4. Brussels sprouts. Brussels sprouts are slow-growing members of the Brassicaceae family, which also includes cauliflower, kale, and cabbage. They are happy as could be in the shade, and can grow well in cool conditions.
5. Broccoli. Broccoli is surprisingly easy to grow in partial shade. Keep the soil moist and relatively free of weeds and sit back to wait for your harvest.
6. Carrots. Carrots dig the sunshine, but they can also grow in partial shade. Plant them in well-aerated soil that’s free of rocks and roots. The lovely thing about carrots is that they mature pretty quickly, just be sure to weed the area regularly.
7. Chives. You can grow chives almost as easily as you can grow weeds. And they happen to be perennials, too, so they are about as stress-free as you can get for a shady garden space. As a bonus, chive flowers are a delicious addition to salads, and bees love them.

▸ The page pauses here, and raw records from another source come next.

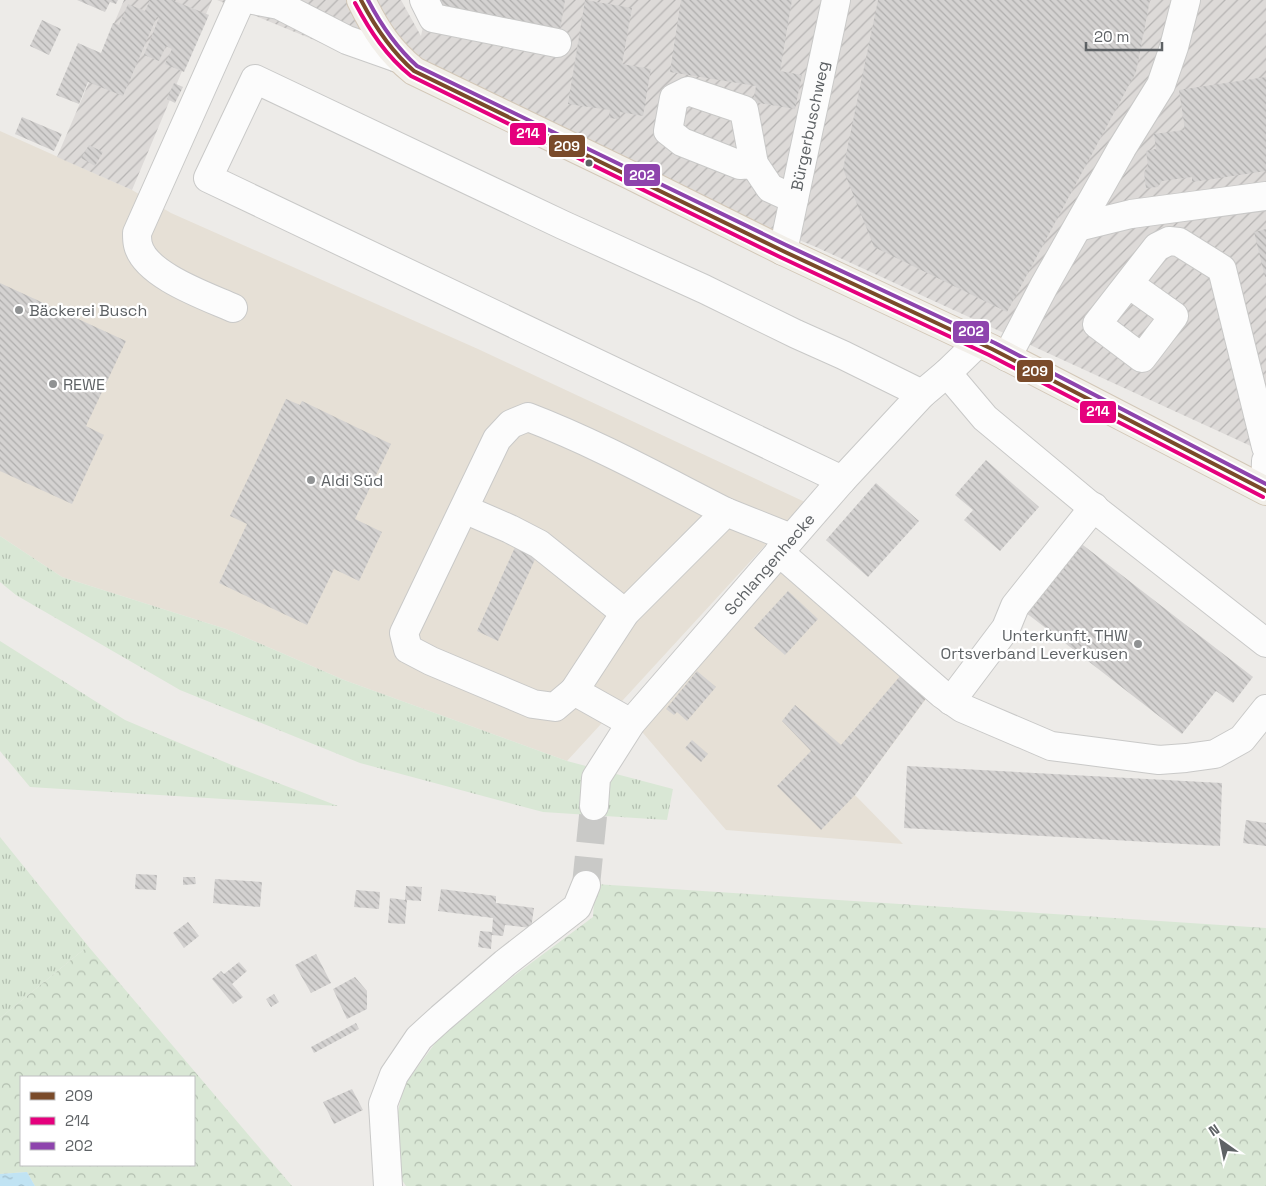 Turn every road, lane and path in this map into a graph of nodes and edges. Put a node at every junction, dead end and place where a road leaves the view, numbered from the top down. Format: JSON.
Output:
{"nodes":[{"id":1,"x":241,"y":0,"type":"edge"},
{"id":2,"x":253,"y":0,"type":"edge"},
{"id":3,"x":361,"y":0,"type":"edge"},
{"id":4,"x":424,"y":0,"type":"edge"},
{"id":5,"x":836,"y":0,"type":"edge"},
{"id":6,"x":1186,"y":0,"type":"edge"},
{"id":7,"x":288,"y":3,"type":"edge"},
{"id":8,"x":557,"y":43,"type":"dead end"},
{"id":9,"x":398,"y":58,"type":"junction"},
{"id":10,"x":754,"y":164,"type":"dead end"},
{"id":11,"x":1266,"y":196,"type":"edge"},
{"id":12,"x":794,"y":199,"type":"junction"},
{"id":13,"x":1160,"y":210,"type":"junction"},
{"id":14,"x":1078,"y":227,"type":"junction"},
{"id":15,"x":1168,"y":241,"type":"junction"},
{"id":16,"x":783,"y":252,"type":"junction"},
{"id":17,"x":1129,"y":284,"type":"dead end"},
{"id":18,"x":232,"y":308,"type":"dead end"},
{"id":19,"x":978,"y":343,"type":"junction"},
{"id":20,"x":1007,"y":357,"type":"junction"},
{"id":21,"x":947,"y":373,"type":"junction"},
{"id":22,"x":922,"y":394,"type":"junction"},
{"id":23,"x":1266,"y":447,"type":"edge"},
{"id":24,"x":1266,"y":461,"type":"edge"},
{"id":25,"x":842,"y":480,"type":"junction"},
{"id":26,"x":1266,"y":490,"type":"edge"},
{"id":27,"x":1094,"y":507,"type":"junction"},
{"id":28,"x":464,"y":509,"type":"junction"},
{"id":29,"x":726,"y":512,"type":"junction"},
{"id":30,"x":785,"y":545,"type":"junction"},
{"id":31,"x":625,"y":613,"type":"junction"},
{"id":32,"x":1266,"y":643,"type":"edge"},
{"id":33,"x":574,"y":691,"type":"junction"},
{"id":34,"x":951,"y":700,"type":"junction"},
{"id":35,"x":1266,"y":709,"type":"edge"},
{"id":36,"x":631,"y":724,"type":"junction"},
{"id":37,"x":594,"y":806,"type":"tunnel mouth"},
{"id":38,"x":586,"y":885,"type":"tunnel mouth"},
{"id":39,"x":388,"y":1186,"type":"edge"}],
"edges":[{"from":1,"to":18,"type":"street"},
{"from":2,"to":7,"type":"street"},
{"from":3,"to":9,"type":"main road"},
{"from":4,"to":8,"type":"street"},
{"from":5,"to":12,"type":"street","name":"Bürgerbuschweg"},
{"from":6,"to":14,"type":"street"},
{"from":7,"to":9,"type":"street"},
{"from":9,"to":16,"type":"main road"},
{"from":10,"to":12,"type":"street"},
{"from":11,"to":13,"type":"street"},
{"from":12,"to":16,"type":"street","name":"Bürgerbuschweg"},
{"from":13,"to":14,"type":"street"},
{"from":13,"to":15,"type":"street"},
{"from":14,"to":20,"type":"street"},
{"from":15,"to":17,"type":"street"},
{"from":15,"to":23,"type":"street"},
{"from":16,"to":19,"type":"main road"},
{"from":19,"to":20,"type":"main road"},
{"from":19,"to":21,"type":"street","name":"Schlangenhecke"},
{"from":20,"to":26,"type":"main road"},
{"from":21,"to":22,"type":"street","name":"Schlangenhecke"},
{"from":21,"to":27,"type":"street"},
{"from":22,"to":25,"type":"street","name":"Schlangenhecke"},
{"from":22,"to":25,"type":"street"},
{"from":24,"to":26,"type":"street"},
{"from":25,"to":30,"type":"street","name":"Schlangenhecke"},
{"from":27,"to":32,"type":"street"},
{"from":27,"to":34,"type":"street"},
{"from":28,"to":29,"type":"street"},
{"from":28,"to":31,"type":"street"},
{"from":28,"to":33,"type":"street"},
{"from":29,"to":30,"type":"street"},
{"from":29,"to":31,"type":"street"},
{"from":30,"to":34,"type":"street"},
{"from":30,"to":36,"type":"street","name":"Schlangenhecke"},
{"from":31,"to":33,"type":"street"},
{"from":33,"to":36,"type":"street"},
{"from":34,"to":35,"type":"street"},
{"from":36,"to":37,"type":"street","name":"Schlangenhecke"},
{"from":38,"to":39,"type":"street"}]}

8. Mint. Honestly, if you want more herbs that grow like weeds under any condition, try mint. Mint is great in tea, cocktails, Middle Eastern and Greek dishes, salads, desserts… you get the idea (and now I’m hungry). Just beware that this perennial herb will take over your garden if you don’t contain it. That’s actually why partial-shade is beneficial for this herb — it will grow even faster in full sun. For a variation of mint that’s not just edible but also pretty in full purple bloom, plant my personal favorite, catmint.
9. Cilantro. Cilantro is an annual herb, but you can harvest the leaves all summer long. This culinary favorite does appreciate some morning or afternoon sun, but it grows well in a container, so you can move it around if need be.

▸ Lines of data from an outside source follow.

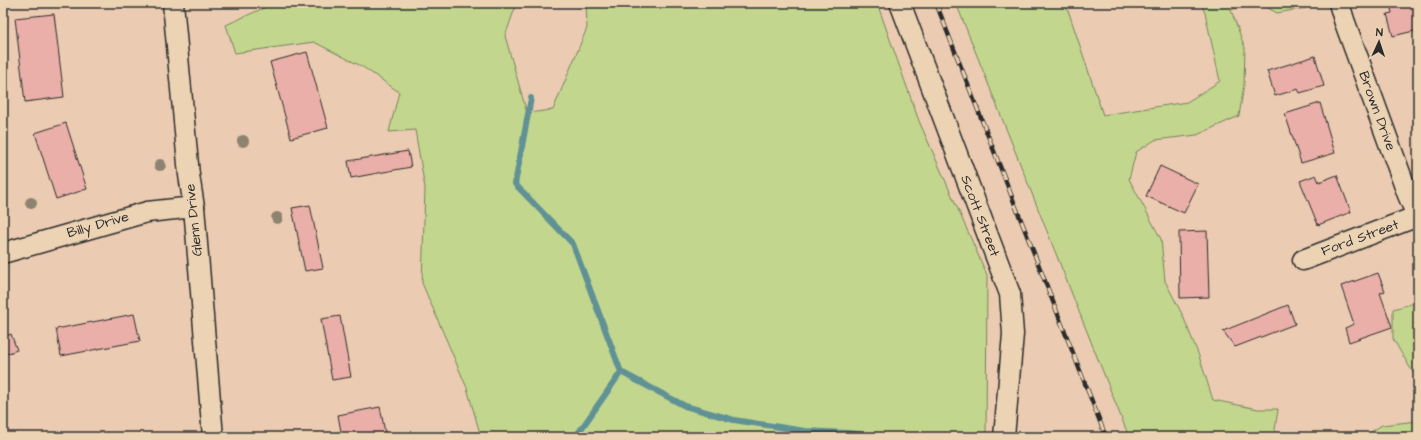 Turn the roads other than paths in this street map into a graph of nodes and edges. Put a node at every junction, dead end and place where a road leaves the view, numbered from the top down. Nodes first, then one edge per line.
1 (173, 3) edge
2 (900, 3) edge
3 (1339, 3) edge
4 (194, 207) junction
5 (1418, 217) edge
6 (3, 253) edge
7 (1303, 260) dead end
8 (213, 437) edge
9 (1004, 437) edge

1 - 4 street, Glenn Drive
2 - 9 street, Scott Street
3 - 5 street, Brown Drive
4 - 6 street, Billy Drive
4 - 8 street, Glenn Drive
5 - 7 street, Ford Street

10. Golden Oregano. I’m not positive, but I’m pretty sure oregano goes with just about anything. Pizza, beans, soup, or even mixed in with butter, this herb undoubtedly won the popularity contest. Most oregano prefers full sun, but golden oregano actually prefers the shade. Bonus, it’s another perennial, so you only have to plant it once. Clip the leaves all spring, summer, and fall for a delightful addition to your cooking.
If you want herbs and vegetables to grow in shade, but still love the idea of fresh produce on your table, any assortment of these will give you a nice selection.